Cancelled American heavy-lift helicopter

The Boeing Vertol XCH-62 (Model 301) was a triple-turbine, heavy-lift helicopter project designed for the United States Army by Boeing Vertol. Approved in 1971, one prototype reached 95% completion before it was canceled in 1975. The prototype was scrapped in 2005.

==Development==

While the CH-47 Chinook is a large helicopter by American standards, its payload of 28000 lb is dwarfed by the huge Soviet-Russian heavy-lift helicopters such as the Mil Mi-26, with 44000 lb payload, and the experimental Mil V-12, with 55000 to 88000 lb payload. For a long time Boeing and the US military had an urge to match or top the Mil heavy lifters. In the late 1960s, Boeing came up with designs for machines with broad similarities to the Sea Knight and Chinook, but about twice the size of the Chinook in terms of linear dimensions. Proposed machines included the "Model 227" transport and the "Model 237" flying crane.
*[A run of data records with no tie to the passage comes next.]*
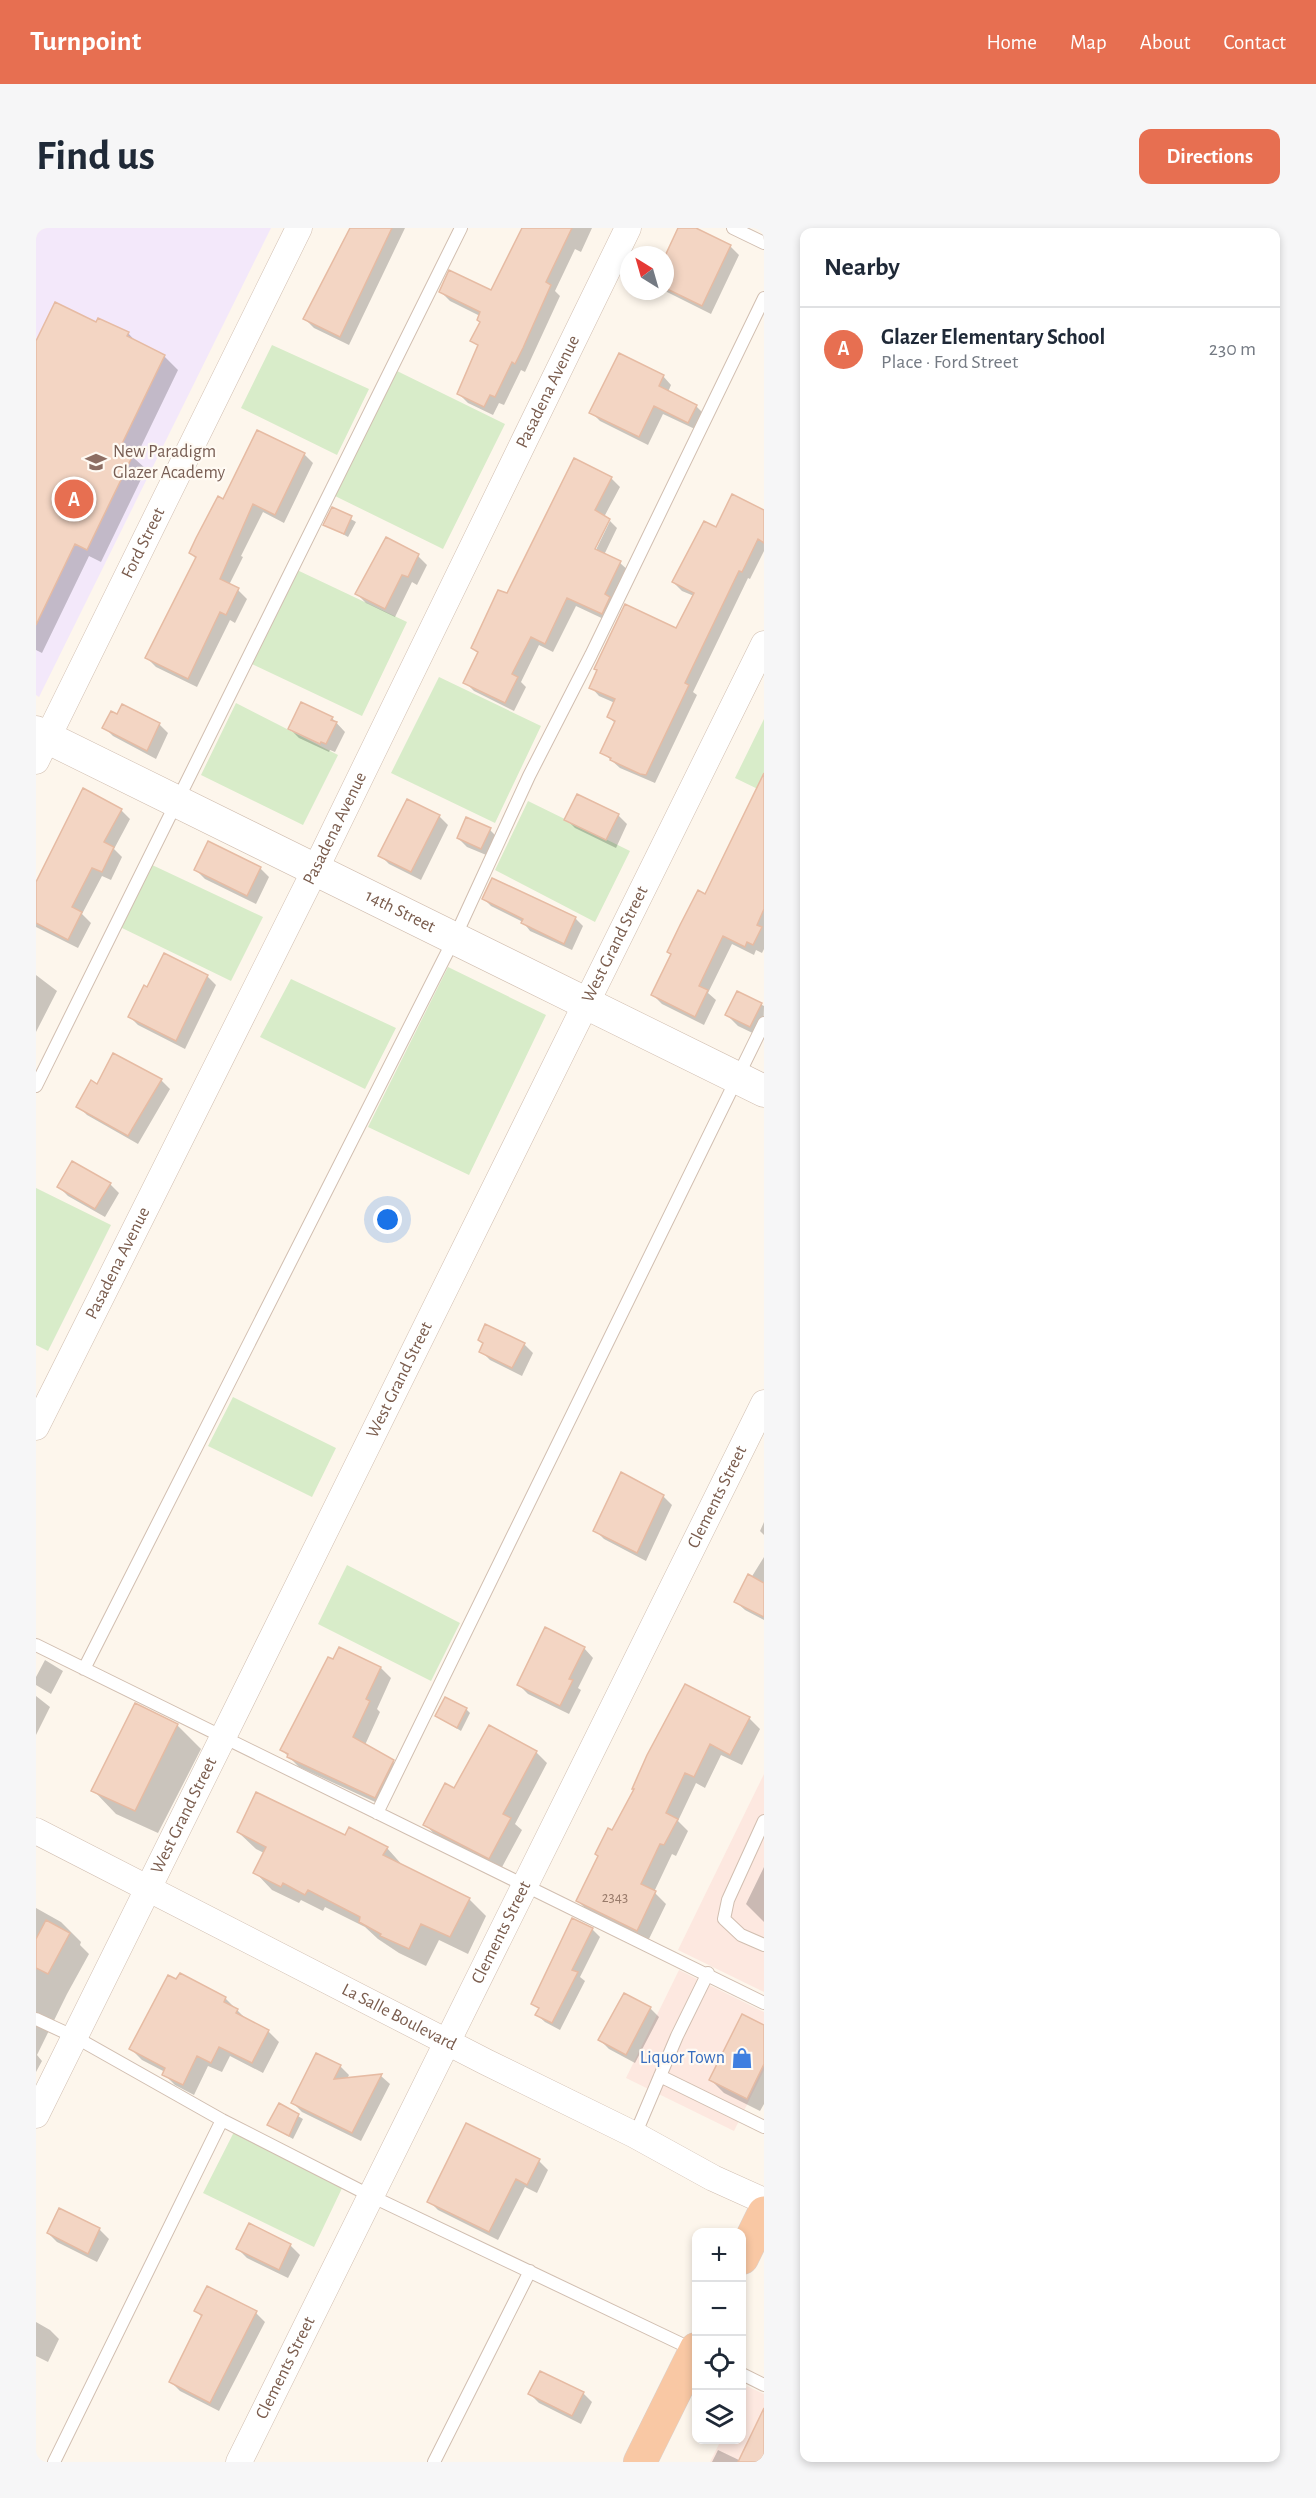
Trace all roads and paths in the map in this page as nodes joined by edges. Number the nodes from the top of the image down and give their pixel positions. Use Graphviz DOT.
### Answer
graph roads {
  1 [pos="299,228"];
  2 [pos="461,228"];
  3 [pos="628,228"];
  4 [pos="733,228"];
  5 [pos="764,243"];
  6 [pos="764,298"];
  7 [pos="764,645"];
  8 [pos="40,744"];
  9 [pos="177,801"];
  10 [pos="316,868"];
  11 [pos="455,937"];
  12 [pos="587,1002"];
  13 [pos="764,1023"];
  14 [pos="736,1077"];
  15 [pos="36,1086"];
  16 [pos="764,1090"];
  17 [pos="764,1403"];
  18 [pos="36,1427"];
  19 [pos="36,1645"];
  20 [pos="84,1669"];
  21 [pos="225,1737"];
  22 [pos="376,1813"];
  23 [pos="764,1821"];
  24 [pos="36,1830"];
  25 [pos="524,1885"];
  26 [pos="149,1887"];
  27 [pos="764,1945"];
  28 [pos="708,1973"];
  29 [pos="764,2003"];
  30 [pos="36,2019"];
  31 [pos="75,2037"];
  32 [pos="448,2042"];
  33 [pos="660,2076"];
  34 [pos="36,2115"];
  35 [pos="222,2120"];
  36 [pos="764,2127"];
  37 [pos="635,2134"];
  38 [pos="371,2196"];
  39 [pos="764,2201"];
  40 [pos="764,2213"];
  41 [pos="746,2248"];
  42 [pos="530,2271"];
  43 [pos="692,2348"];
  44 [pos="692,2358"];
  45 [pos="746,2376"];
  46 [pos="764,2385"];
  47 [pos="54,2462"];
  48 [pos="239,2462"];
  49 [pos="434,2462"];
  50 [pos="640,2462"];
  1 -- 8 [label="street, Ford Street"];
  2 -- 9 [label="lane"];
  3 -- 10 [label="street, Pasadena Avenue"];
  4 -- 5 [label="lane"];
  6 -- 11 [label="lane"];
  7 -- 12 [label="street, West Grand Street"];
  8 -- 9 [label="street, 14th Street"];
  9 -- 10 [label="street, 14th Street"];
  9 -- 15 [label="lane"];
  10 -- 11 [label="street, 14th Street"];
  10 -- 18 [label="street, Pasadena Avenue"];
  11 -- 12 [label="street, 14th Street"];
  11 -- 20 [label="lane"];
  12 -- 14 [label="street, 14th Street"];
  12 -- 21 [label="street, West Grand Street"];
  13 -- 14 [label="lane"];
  14 -- 16 [label="street, 14th Street"];
  14 -- 22 [label="lane"];
  17 -- 25 [label="street, Clements Street"];
  19 -- 20 [label="lane"];
  20 -- 21 [label="lane"];
  21 -- 22 [label="lane"];
  21 -- 26 [label="street, West Grand Street"];
  22 -- 25 [label="lane"];
  23 -- 27 [label="lane"];
  24 -- 26 [label="street, La Salle Boulevard"];
  25 -- 28 [label="lane"];
  25 -- 32 [label="street, Clements Street"];
  26 -- 31 [label="street, West Grand Street"];
  26 -- 32 [label="street, La Salle Boulevard"];
  28 -- 29 [label="lane"];
  28 -- 33 [label="lane"];
  30 -- 31 [label="lane"];
  31 -- 34 [label="street, West Grand Street"];
  31 -- 35 [label="lane"];
  32 -- 37 [label="street, La Salle Boulevard"];
  32 -- 38 [label="street, Clements Street"];
  33 -- 36 [label="lane"];
  33 -- 37 [label="lane"];
  35 -- 38 [label="lane"];
  35 -- 47 [label="lane"];
  37 -- 39 [label="street, La Salle Boulevard"];
  38 -- 42 [label="lane"];
  38 -- 48 [label="street, Clements Street"];
  40 -- 41 [label="highway"];
  42 -- 43 [label="lane"];
  42 -- 49 [label="lane"];
  44 -- 50 [label="highway"];
  45 -- 46 [label="lane"];
}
The U.S. Department of Defense (DoD) issued a request for proposal (RFP) for a Heavy Lift Helicopter (HLH) in November 1970. On May 7, 1971, the DoD announced the selection of Boeing Vertol to perform the first phase of HLH development. Following award of an Army contract for an HLH prototype in 1973, Boeing did move forward on building an oversized flying crane machine, the "XCH-62". The XCH-62 prototype was in an advanced state of assembly in 1975, being readied for a planned initial flight in 1976. The XT701 engine had passed its 30-hour Prototype Preliminary Flight Rating Test (PPFRT) on March 12, 1975, and then passed a 60-hour Safety Demonstration Test (SDT) on August 4. However, the program was officially canceled on August 1. At the time of cancellation, the prototype was at 95% completion, and it needed about three months of final assembly and checkouts before rollout and installation for pre-flight testing.

Failures in the spiral bevel gearing of the main transmission were experienced in tests because the method of analysis employed had not considered the effect of rim bending. Consequently, new gears with strengthened rims were designed and fabricated. For a more accurate prediction of the load capacity of the gears, an extensive Finite Element Method (FEM) system was developed. The U.S. Army's XCH-62 HLH aft rotor transmission was finally successfully tested at full design torque and speed, but the US Congress cut funding for the program in August 1975. The designers of the Mil Mi-26 avoided similar problems by using a split-torque design in the main rotor transmission.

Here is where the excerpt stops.